• [Given data]
-------
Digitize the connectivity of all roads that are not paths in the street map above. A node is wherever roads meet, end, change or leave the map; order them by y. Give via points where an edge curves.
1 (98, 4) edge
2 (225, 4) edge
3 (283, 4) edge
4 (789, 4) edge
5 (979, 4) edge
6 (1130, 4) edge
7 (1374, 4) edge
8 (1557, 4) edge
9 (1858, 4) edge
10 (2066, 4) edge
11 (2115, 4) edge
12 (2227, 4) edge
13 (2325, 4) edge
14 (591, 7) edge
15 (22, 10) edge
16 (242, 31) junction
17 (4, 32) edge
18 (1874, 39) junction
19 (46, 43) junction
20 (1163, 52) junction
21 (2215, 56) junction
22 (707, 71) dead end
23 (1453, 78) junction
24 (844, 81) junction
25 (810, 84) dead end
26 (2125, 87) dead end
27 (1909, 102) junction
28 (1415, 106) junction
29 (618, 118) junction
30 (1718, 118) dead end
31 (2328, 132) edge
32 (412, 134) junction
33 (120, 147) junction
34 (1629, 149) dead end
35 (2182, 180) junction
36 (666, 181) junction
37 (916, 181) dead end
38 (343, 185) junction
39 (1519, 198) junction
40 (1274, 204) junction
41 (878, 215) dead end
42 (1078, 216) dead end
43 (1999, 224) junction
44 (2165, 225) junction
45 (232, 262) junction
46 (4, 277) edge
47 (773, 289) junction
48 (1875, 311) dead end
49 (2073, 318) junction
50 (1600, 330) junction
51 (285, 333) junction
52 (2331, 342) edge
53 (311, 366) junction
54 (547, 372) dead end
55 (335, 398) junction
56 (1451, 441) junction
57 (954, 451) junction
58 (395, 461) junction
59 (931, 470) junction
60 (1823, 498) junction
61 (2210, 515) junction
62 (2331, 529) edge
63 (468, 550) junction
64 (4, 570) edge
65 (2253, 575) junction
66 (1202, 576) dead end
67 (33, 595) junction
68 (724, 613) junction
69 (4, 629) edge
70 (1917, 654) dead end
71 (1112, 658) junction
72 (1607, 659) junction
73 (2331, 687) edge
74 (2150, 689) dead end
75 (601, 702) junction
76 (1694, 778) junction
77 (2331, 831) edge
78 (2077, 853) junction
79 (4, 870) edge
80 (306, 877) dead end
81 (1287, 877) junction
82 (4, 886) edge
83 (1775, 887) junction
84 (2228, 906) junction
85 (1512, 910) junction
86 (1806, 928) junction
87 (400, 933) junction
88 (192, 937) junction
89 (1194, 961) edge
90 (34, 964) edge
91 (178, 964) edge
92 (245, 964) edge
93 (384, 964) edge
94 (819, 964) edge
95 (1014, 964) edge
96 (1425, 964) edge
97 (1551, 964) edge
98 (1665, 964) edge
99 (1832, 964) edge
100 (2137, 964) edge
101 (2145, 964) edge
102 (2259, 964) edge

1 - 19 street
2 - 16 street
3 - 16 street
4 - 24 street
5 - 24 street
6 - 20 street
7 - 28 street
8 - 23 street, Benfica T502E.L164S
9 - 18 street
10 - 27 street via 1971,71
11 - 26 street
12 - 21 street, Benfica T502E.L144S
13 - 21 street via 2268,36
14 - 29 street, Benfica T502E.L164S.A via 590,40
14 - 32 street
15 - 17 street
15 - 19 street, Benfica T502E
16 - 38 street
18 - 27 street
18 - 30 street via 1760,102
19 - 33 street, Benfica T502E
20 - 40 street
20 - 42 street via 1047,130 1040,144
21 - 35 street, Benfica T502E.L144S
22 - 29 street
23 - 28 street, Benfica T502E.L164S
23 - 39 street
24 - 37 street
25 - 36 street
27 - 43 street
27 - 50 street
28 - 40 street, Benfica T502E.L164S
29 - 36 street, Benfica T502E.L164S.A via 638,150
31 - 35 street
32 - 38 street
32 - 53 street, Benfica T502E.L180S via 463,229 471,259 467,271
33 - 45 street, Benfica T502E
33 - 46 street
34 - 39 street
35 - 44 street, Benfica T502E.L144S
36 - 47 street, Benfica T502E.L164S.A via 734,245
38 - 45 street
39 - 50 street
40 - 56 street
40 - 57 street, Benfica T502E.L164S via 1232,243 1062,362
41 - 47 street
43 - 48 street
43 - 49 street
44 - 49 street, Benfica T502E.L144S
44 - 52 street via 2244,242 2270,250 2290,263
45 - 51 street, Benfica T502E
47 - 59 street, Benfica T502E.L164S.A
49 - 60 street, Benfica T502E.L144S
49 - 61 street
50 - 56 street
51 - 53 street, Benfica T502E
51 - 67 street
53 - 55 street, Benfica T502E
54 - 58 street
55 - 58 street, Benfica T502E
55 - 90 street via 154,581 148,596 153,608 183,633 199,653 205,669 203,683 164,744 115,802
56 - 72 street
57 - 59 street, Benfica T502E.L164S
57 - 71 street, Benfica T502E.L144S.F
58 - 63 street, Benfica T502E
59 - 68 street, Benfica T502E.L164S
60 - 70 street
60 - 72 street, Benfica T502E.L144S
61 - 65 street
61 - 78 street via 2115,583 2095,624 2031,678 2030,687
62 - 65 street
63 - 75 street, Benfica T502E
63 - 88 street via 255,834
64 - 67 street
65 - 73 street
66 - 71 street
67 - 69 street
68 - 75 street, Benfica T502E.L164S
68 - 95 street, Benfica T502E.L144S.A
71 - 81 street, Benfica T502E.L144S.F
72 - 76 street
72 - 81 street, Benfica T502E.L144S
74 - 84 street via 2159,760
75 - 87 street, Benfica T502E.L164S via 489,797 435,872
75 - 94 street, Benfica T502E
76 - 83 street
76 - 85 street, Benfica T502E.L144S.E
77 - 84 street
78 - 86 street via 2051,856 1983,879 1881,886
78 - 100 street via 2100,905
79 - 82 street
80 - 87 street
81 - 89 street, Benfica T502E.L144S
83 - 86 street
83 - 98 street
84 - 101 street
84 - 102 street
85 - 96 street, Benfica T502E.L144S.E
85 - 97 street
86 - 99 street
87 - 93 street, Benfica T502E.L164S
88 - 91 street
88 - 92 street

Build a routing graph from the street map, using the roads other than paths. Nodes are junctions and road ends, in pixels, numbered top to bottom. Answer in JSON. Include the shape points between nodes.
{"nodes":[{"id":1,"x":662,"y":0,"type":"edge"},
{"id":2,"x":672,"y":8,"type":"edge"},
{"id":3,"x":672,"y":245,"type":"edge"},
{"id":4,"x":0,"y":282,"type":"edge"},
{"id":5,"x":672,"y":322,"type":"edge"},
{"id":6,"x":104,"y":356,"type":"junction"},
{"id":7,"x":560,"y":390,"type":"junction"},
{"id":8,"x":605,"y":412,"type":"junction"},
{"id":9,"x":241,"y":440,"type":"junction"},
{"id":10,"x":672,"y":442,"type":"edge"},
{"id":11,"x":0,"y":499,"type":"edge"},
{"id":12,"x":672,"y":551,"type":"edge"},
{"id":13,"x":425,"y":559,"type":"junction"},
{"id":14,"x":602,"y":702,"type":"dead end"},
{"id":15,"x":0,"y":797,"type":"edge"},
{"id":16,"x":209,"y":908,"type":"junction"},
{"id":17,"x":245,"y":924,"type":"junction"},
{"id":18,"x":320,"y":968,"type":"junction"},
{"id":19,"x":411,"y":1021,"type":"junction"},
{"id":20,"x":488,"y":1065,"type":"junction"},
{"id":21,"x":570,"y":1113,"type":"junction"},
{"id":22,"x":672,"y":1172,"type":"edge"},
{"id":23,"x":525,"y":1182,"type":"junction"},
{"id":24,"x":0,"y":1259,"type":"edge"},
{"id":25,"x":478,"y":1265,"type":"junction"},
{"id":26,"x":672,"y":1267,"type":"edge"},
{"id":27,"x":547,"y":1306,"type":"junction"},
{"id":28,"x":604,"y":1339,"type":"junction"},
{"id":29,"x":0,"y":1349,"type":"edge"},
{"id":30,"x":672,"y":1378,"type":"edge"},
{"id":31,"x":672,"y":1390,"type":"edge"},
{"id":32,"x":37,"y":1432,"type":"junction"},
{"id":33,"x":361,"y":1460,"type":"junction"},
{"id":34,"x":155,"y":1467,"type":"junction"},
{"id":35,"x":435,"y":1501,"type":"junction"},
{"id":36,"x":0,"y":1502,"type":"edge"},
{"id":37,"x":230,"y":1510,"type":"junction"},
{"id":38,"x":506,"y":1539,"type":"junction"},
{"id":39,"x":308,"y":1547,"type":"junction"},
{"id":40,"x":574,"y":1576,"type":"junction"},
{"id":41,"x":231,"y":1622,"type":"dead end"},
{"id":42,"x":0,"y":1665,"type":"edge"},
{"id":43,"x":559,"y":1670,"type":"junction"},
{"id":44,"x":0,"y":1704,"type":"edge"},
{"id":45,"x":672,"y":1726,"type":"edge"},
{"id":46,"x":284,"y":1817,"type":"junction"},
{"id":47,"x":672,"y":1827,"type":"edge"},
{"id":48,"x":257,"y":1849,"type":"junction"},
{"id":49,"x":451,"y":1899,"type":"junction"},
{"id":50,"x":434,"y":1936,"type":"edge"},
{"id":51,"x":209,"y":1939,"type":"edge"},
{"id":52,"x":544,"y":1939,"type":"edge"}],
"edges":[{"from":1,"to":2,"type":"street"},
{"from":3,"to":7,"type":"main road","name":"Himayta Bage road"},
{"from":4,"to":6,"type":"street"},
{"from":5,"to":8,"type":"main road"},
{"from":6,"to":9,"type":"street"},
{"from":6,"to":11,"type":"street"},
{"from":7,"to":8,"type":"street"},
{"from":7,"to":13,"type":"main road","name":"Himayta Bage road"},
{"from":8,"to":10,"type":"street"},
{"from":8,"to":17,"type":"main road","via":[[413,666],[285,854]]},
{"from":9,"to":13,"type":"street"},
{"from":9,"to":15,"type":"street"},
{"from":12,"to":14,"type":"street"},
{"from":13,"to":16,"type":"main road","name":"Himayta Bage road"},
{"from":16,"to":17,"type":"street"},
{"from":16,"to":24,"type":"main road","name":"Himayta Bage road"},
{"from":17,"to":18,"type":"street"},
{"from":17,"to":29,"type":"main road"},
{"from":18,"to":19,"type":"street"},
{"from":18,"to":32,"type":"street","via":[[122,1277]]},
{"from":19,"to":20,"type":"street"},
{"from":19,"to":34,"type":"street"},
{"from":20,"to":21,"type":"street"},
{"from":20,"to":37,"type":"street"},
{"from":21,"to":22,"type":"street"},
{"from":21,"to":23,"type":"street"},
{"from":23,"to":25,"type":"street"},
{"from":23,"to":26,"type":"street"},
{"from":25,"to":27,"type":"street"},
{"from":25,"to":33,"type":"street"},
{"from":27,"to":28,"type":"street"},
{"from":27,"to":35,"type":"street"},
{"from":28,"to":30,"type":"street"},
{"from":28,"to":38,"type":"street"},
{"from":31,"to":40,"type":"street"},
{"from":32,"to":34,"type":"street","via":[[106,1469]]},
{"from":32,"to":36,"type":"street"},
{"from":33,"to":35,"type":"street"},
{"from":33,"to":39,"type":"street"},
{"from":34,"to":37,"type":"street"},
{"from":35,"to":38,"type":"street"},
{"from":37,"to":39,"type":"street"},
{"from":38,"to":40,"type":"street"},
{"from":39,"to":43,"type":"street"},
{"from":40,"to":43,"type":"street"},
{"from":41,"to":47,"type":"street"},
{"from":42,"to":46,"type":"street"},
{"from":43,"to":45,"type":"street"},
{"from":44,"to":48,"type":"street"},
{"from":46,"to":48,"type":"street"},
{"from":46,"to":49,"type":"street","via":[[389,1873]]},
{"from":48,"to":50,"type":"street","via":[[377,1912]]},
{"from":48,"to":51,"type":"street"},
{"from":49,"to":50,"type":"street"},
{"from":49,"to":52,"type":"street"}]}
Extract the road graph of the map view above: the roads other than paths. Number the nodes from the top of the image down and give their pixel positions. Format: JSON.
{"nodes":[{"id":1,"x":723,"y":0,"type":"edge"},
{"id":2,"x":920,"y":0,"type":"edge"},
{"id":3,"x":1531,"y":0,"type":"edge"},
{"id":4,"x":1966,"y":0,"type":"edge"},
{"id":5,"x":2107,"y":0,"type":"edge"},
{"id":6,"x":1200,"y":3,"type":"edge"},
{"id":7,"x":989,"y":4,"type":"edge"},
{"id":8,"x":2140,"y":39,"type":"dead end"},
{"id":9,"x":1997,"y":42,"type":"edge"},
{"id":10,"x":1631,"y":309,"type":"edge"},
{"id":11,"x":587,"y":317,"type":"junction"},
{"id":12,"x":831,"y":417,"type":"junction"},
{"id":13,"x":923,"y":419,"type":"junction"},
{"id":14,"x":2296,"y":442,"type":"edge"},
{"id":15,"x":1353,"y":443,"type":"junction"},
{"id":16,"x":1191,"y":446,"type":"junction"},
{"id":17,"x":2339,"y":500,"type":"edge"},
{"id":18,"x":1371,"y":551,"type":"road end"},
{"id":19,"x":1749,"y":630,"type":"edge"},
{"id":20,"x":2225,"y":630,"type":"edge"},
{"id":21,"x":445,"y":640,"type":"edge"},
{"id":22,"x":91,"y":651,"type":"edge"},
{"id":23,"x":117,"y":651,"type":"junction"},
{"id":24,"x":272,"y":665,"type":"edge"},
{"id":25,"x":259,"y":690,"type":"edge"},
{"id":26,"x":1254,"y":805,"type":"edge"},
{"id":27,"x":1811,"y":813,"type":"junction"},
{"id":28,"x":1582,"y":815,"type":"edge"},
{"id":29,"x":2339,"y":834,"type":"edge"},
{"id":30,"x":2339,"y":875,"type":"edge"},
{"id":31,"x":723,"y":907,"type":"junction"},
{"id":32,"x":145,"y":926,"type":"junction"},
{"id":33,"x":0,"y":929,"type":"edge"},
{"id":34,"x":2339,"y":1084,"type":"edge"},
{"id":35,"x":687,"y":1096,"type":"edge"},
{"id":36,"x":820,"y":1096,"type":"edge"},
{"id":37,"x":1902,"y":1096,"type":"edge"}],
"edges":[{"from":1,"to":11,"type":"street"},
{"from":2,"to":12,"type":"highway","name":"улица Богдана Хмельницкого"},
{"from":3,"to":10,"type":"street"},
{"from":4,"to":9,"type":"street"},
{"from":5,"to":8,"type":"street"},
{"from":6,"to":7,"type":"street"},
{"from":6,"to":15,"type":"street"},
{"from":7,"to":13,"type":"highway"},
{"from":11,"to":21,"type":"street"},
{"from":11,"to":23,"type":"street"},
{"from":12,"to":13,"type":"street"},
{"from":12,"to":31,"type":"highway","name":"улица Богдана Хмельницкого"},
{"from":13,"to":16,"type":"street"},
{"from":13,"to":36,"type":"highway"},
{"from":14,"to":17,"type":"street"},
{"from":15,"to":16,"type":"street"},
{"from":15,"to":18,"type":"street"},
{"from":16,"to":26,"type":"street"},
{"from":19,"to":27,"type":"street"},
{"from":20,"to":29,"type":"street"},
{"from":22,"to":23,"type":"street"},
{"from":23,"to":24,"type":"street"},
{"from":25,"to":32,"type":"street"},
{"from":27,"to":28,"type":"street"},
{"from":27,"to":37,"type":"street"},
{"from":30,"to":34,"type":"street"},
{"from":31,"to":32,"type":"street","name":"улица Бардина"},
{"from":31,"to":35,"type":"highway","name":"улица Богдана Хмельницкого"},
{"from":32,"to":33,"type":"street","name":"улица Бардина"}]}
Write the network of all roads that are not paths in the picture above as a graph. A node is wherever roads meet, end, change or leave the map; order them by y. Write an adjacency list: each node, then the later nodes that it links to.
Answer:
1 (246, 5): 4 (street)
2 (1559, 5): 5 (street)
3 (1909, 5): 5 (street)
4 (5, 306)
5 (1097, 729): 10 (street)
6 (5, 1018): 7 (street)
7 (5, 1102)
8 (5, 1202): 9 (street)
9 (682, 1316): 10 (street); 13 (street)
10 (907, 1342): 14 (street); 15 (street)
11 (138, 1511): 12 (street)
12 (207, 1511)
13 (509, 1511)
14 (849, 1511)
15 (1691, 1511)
-------
• [Problem description] Locate "Write the network" in the data above. Then repeat, exactly, its line and each line after it through the last, adding nothing.

• [Solution to this problem]
Write the network of all roads that are not paths in the picture above as a graph. A node is wherever roads meet, end, change or leave the map; order them by y. Write an adjacency list: each node, then the later nodes that it links to.
Answer:
1 (246, 5): 4 (street)
2 (1559, 5): 5 (street)
3 (1909, 5): 5 (street)
4 (5, 306)
5 (1097, 729): 10 (street)
6 (5, 1018): 7 (street)
7 (5, 1102)
8 (5, 1202): 9 (street)
9 (682, 1316): 10 (street); 13 (street)
10 (907, 1342): 14 (street); 15 (street)
11 (138, 1511): 12 (street)
12 (207, 1511)
13 (509, 1511)
14 (849, 1511)
15 (1691, 1511)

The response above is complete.